Material provided:

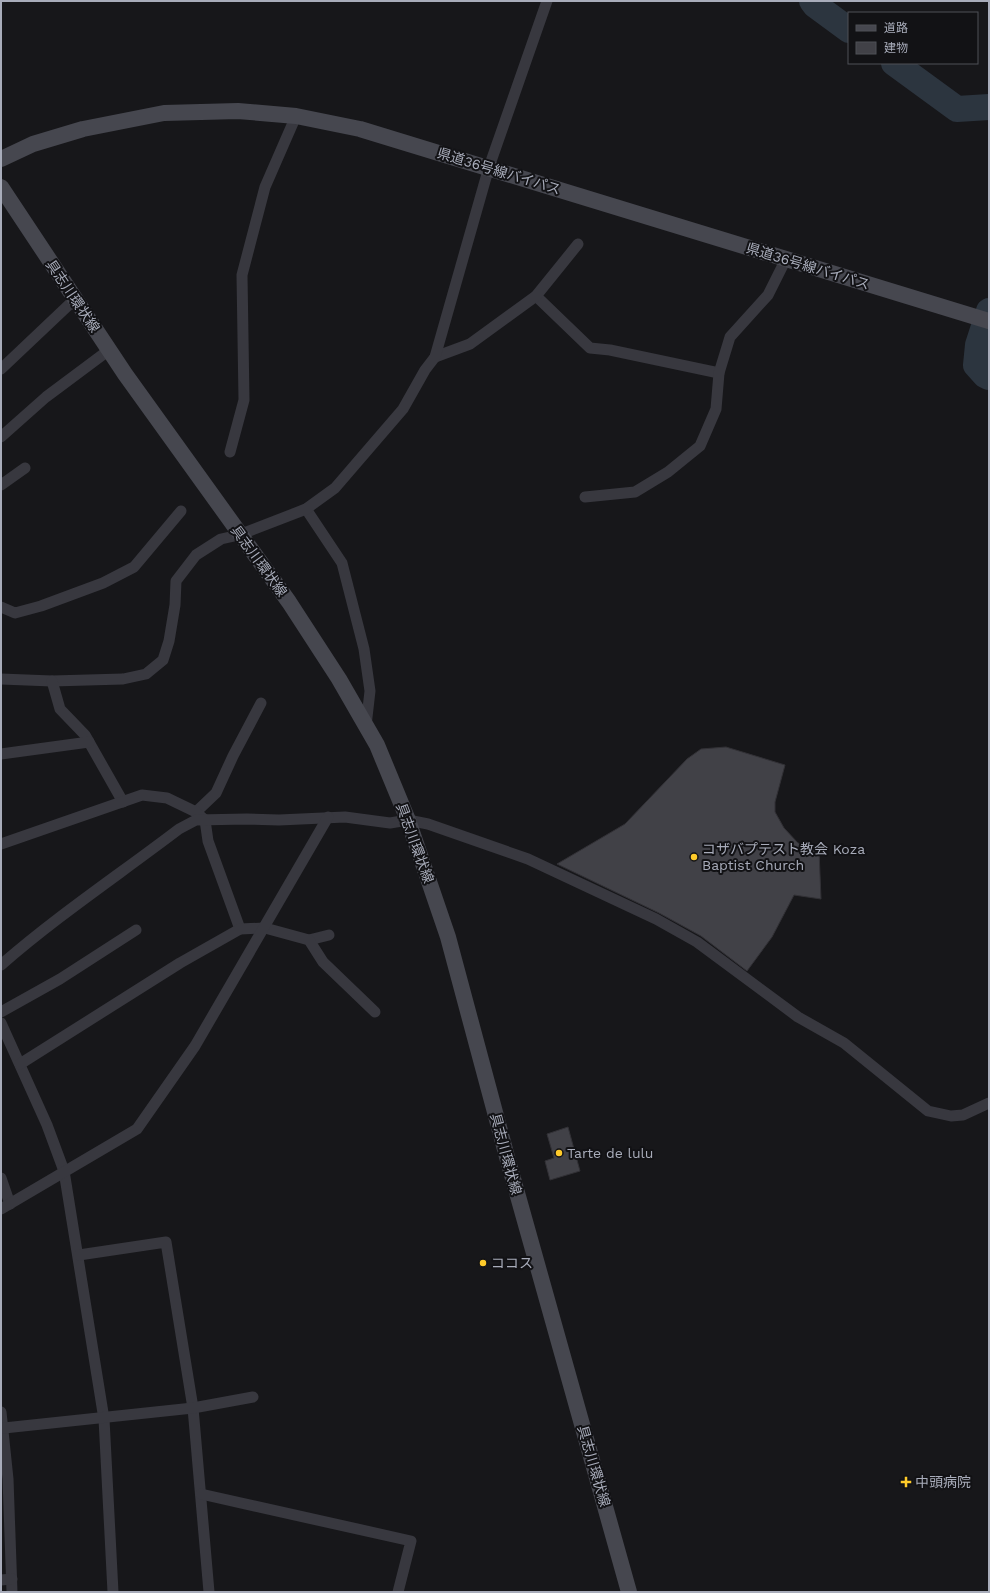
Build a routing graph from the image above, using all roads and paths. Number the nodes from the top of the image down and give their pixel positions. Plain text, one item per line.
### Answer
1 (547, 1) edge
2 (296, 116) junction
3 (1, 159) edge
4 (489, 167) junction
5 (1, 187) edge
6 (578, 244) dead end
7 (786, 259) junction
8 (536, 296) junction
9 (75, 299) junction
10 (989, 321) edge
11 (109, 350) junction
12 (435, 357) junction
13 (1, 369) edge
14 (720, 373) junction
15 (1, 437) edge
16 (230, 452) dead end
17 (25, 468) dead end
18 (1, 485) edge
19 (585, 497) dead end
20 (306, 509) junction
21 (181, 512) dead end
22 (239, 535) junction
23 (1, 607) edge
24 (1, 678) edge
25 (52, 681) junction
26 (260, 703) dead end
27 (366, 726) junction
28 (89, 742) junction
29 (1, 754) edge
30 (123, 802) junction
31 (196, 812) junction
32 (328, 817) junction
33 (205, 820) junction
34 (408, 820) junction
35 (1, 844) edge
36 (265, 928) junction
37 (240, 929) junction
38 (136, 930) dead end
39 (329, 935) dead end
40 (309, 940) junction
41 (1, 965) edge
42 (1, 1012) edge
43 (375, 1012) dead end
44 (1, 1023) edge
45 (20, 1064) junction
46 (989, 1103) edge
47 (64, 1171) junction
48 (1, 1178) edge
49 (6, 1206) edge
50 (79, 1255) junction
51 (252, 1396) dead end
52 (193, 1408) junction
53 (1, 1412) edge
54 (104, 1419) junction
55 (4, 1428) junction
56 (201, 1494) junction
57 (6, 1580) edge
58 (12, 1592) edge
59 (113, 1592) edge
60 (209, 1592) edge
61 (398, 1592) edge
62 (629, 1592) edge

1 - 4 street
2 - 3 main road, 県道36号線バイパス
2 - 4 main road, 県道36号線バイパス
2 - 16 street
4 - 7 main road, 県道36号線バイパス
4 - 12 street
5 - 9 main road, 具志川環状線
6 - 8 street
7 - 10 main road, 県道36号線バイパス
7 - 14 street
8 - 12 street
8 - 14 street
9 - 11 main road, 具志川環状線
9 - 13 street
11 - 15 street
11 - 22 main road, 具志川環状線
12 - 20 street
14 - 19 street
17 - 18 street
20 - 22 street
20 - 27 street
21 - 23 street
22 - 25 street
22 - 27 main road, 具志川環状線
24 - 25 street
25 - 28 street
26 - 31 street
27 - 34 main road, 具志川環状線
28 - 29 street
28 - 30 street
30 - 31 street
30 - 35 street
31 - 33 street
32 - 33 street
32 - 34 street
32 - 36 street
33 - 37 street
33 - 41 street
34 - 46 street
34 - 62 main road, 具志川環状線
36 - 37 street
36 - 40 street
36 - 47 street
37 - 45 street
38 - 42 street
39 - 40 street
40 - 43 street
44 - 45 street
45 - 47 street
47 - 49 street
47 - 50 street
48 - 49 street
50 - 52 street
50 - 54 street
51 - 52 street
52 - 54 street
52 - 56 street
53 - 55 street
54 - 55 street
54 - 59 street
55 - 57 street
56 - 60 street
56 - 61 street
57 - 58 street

Try it: In the data, find how many lines hold the string "main", and answer with the number only.

Result of the task: 10